▸ Assignment
Determine how many lines of this material contain "Thatong". Give only the number.

───── Data extract

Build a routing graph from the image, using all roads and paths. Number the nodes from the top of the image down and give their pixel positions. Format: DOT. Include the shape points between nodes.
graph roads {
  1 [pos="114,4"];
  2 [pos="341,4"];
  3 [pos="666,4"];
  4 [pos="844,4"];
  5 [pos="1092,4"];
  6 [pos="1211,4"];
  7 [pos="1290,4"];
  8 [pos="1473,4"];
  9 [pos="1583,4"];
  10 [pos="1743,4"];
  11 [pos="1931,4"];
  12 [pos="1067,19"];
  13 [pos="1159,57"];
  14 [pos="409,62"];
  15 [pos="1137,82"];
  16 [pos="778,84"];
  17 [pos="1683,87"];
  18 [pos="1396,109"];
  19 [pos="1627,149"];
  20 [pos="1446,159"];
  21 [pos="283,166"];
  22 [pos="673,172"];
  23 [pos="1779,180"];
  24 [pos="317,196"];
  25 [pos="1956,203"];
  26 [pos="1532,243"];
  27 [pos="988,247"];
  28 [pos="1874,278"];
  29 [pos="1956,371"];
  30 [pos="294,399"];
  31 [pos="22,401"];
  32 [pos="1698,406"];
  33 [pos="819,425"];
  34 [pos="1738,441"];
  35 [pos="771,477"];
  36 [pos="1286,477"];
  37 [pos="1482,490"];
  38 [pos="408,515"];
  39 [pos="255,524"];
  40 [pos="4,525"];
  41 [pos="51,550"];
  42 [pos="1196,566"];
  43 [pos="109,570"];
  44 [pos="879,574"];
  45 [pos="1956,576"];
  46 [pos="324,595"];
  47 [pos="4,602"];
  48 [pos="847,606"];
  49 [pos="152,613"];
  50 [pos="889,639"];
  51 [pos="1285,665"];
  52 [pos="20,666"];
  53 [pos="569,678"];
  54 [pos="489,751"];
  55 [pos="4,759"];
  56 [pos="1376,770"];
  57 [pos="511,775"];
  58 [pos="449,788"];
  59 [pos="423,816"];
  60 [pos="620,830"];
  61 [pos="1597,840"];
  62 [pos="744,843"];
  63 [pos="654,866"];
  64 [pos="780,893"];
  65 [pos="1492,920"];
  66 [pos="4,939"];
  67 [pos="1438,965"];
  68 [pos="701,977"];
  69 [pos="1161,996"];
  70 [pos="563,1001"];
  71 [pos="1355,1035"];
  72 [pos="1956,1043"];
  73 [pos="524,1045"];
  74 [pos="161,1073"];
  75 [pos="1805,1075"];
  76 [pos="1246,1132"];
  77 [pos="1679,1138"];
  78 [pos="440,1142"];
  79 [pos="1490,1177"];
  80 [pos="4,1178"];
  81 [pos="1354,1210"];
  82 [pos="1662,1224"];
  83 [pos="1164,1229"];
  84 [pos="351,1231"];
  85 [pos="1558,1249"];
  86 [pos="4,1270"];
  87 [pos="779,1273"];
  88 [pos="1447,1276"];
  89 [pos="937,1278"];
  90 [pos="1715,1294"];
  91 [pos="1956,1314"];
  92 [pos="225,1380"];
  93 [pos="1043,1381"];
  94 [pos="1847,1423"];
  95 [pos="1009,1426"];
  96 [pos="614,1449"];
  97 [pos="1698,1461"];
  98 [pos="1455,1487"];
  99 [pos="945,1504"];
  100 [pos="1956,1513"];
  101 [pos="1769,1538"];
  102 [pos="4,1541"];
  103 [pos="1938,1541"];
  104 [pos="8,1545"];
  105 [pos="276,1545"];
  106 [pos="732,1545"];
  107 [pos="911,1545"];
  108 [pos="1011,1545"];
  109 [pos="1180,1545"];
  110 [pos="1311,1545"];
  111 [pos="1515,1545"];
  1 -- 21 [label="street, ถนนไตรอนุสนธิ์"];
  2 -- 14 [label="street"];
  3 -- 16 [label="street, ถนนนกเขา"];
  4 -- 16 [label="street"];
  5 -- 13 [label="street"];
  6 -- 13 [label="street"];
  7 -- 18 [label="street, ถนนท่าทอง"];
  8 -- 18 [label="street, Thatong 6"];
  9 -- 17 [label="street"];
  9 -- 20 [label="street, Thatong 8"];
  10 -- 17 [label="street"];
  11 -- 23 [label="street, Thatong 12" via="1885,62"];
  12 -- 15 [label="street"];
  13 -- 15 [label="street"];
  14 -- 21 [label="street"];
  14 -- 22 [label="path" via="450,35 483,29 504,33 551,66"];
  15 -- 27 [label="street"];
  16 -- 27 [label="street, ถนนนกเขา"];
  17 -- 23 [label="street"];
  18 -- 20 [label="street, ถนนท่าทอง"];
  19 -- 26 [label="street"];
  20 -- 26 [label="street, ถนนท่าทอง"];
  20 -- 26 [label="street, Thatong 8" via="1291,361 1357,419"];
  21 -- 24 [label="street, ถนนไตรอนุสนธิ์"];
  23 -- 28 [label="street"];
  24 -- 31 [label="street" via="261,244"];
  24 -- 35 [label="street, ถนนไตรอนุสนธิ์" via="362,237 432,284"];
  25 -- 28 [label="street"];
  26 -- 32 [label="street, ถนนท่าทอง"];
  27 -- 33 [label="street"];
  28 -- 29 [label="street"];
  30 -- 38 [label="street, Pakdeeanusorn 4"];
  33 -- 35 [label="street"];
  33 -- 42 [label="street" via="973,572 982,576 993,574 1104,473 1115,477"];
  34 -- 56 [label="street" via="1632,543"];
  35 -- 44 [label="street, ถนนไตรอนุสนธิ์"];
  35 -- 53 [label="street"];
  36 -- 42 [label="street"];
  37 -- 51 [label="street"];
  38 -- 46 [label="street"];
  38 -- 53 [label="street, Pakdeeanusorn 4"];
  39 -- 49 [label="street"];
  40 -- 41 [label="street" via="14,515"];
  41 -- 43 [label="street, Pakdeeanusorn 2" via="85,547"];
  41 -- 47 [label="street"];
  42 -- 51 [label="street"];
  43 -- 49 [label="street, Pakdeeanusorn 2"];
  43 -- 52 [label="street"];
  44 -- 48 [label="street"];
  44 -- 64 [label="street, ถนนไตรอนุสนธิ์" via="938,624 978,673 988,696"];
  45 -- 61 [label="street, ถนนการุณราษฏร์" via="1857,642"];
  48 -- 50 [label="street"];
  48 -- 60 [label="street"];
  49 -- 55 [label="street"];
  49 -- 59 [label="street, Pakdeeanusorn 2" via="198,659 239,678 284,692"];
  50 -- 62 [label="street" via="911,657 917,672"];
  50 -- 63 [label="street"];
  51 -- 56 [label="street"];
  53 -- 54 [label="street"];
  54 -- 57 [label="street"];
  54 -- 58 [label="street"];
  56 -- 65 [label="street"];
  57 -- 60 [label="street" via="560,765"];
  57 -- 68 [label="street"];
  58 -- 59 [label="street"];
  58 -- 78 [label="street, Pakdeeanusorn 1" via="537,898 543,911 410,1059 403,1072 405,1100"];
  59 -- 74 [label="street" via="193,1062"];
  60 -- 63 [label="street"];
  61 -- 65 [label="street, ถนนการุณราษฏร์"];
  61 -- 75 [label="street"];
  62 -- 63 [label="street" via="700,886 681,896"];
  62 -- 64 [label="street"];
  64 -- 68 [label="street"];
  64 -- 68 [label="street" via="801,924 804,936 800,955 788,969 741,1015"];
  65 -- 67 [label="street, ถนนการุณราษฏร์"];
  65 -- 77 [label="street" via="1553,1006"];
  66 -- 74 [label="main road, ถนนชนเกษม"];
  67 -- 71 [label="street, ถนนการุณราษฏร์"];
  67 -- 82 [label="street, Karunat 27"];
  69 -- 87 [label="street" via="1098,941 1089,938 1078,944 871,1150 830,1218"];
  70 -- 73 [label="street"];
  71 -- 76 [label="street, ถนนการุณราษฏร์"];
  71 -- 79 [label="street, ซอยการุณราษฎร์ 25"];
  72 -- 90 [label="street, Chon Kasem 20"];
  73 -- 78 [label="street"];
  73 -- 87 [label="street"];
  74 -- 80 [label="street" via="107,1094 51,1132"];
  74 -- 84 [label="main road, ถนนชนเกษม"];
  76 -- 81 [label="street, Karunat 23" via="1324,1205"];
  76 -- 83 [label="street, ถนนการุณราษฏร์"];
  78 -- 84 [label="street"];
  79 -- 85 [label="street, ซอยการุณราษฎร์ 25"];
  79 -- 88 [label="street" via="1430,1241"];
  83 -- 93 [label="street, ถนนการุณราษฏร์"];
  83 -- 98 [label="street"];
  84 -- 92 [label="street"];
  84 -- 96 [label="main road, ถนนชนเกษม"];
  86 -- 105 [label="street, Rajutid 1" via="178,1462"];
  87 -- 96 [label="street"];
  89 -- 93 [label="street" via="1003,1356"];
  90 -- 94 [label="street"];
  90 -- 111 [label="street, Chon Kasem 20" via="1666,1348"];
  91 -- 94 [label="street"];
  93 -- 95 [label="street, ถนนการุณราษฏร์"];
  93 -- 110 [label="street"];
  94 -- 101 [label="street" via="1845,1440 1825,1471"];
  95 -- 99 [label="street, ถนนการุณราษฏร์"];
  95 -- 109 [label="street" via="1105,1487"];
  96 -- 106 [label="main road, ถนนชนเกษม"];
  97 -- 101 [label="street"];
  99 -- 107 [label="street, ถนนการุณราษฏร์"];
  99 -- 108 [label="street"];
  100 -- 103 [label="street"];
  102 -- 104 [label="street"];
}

──────────

▸ Output below
4